Task description
Search the material below for the string "points". Return every line that holds it.

── Supplied information ──

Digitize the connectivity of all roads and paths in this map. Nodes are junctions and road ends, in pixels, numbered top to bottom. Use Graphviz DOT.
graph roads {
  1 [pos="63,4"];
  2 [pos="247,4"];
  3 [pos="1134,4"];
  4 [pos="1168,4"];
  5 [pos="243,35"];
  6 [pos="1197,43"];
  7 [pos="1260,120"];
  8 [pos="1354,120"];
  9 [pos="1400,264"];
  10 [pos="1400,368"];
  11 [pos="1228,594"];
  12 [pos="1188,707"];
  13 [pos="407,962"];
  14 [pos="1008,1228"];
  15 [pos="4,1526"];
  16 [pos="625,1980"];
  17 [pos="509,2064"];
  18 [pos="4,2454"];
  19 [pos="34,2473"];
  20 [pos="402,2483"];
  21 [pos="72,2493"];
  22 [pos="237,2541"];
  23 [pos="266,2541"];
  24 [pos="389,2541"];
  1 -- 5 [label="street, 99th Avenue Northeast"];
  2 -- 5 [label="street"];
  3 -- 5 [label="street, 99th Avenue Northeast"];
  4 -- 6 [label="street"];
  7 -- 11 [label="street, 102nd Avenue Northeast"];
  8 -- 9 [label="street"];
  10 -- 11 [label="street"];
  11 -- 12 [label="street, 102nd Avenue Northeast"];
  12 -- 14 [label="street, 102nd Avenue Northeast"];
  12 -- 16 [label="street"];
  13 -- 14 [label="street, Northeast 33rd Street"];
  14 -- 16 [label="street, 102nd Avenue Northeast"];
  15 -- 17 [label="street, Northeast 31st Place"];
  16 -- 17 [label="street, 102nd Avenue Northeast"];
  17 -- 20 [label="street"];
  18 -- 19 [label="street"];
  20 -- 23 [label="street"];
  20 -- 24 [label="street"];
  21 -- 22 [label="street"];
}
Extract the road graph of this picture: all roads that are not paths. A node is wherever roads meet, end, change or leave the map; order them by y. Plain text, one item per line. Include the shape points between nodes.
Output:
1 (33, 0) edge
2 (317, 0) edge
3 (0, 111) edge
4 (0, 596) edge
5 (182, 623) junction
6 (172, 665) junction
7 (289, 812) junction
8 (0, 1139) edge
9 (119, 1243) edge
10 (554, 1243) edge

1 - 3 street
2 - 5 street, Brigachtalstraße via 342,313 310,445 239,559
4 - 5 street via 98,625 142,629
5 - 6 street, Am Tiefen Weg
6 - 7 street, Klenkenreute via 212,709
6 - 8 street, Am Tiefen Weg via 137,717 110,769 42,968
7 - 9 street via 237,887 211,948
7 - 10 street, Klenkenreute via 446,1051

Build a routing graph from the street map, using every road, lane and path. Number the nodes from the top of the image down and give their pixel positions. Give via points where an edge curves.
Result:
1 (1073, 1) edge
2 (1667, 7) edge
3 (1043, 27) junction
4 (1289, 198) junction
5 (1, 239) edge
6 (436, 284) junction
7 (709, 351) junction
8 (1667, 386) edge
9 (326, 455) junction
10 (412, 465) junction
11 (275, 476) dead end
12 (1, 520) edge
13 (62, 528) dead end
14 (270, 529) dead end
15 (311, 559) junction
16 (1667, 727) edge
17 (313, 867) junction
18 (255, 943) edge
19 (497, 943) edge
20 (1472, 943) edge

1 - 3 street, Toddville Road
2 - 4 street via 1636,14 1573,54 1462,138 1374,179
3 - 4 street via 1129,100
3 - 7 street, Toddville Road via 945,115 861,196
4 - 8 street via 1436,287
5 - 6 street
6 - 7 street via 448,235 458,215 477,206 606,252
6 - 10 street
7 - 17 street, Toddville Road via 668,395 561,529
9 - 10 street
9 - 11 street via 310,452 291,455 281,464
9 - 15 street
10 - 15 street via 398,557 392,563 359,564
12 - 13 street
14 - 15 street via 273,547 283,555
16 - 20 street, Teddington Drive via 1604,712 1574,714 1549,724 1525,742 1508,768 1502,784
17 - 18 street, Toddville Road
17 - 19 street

───

Task result
Extract the road graph of this picture: all roads that are not paths. A node is wherever roads meet, end, change or leave the map; order them by y. Plain text, one item per line. Include the shape points between nodes.
Build a routing graph from the street map, using every road, lane and path. Number the nodes from the top of the image down and give their pixel positions. Give via points where an edge curves.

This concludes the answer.